Passage
When I therefore was thus determined, did I show fickleness? Or the things that I purpose, do I purpose according to the flesh, that with me there should be the “Yes, yes” and the “No, no?”
When I therefore was thus determined, did I show fickleness? Or the things that I purpose, do I purpose according to the flesh, that with me there should be the “Yes, yes” and the “No, no?”
2 Corinthians 1:15 In this confidence, I was determined to come first to you, that you might have a second benefit;
2 Corinthians 1:16 and by you to pass into Macedonia, and again from Macedonia to come to you, and to be sent forward by you on my journey to Judea.
2 Corinthians 1:17 When I therefore was thus determined, did I show fickleness? Or the things that I purpose, do I purpose according to the flesh, that with me there should be the “Yes, yes” and the “No, no?”
2 Corinthians 1:18 But as God is faithful, our word toward you was not “Yes and no.”
2 Corinthians 1:19 For the Son of God, Jesus Christ, who was preached among you by us, by me, Silvanus, and Timothy, was not “Yes and no,” but in him is “Yes.”

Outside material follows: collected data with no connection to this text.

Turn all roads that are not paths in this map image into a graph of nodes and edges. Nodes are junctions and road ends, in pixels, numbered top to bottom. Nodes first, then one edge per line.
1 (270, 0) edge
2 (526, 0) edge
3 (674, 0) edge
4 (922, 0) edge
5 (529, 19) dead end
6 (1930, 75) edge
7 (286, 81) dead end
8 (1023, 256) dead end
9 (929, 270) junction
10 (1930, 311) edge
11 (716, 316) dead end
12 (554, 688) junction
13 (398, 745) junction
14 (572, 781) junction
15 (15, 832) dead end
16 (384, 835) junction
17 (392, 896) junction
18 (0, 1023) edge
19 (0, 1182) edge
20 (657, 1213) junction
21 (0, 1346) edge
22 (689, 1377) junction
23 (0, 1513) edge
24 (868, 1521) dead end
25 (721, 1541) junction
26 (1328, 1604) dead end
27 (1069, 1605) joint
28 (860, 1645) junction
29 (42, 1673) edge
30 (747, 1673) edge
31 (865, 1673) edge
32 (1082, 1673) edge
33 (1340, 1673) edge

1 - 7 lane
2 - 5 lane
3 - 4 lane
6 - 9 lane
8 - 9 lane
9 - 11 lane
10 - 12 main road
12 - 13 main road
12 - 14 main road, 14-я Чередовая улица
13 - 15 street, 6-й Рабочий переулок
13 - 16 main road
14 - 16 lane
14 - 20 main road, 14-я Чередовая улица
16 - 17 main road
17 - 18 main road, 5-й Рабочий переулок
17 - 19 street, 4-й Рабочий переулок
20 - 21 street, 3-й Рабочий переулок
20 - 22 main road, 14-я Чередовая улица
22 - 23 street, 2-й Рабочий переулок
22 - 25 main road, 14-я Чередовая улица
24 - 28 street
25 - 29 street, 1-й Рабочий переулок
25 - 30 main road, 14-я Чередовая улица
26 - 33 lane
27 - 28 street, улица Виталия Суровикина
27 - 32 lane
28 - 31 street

The verse centers on "purpose", "therefore", "thus", "determined", "show", "fickleness", and "things". It is saying that the verse draws attention to "purpose" and "therefore", so its meaning should be read from those terms before moving to application.
The nearby context moves from verse 16's "and by you to pass into Macedonia..." into verse 18's "But as God is faithful our word...", so "purpose" and "therefore" belong inside that flow. In 2 Corinthians context, the local focus is Christ, faith, and discipleship.
A plain takeaway is to answer the verse's own emphasis on "purpose" and "therefore" with trust shaped by these words, not by a vague optimism outside the passage.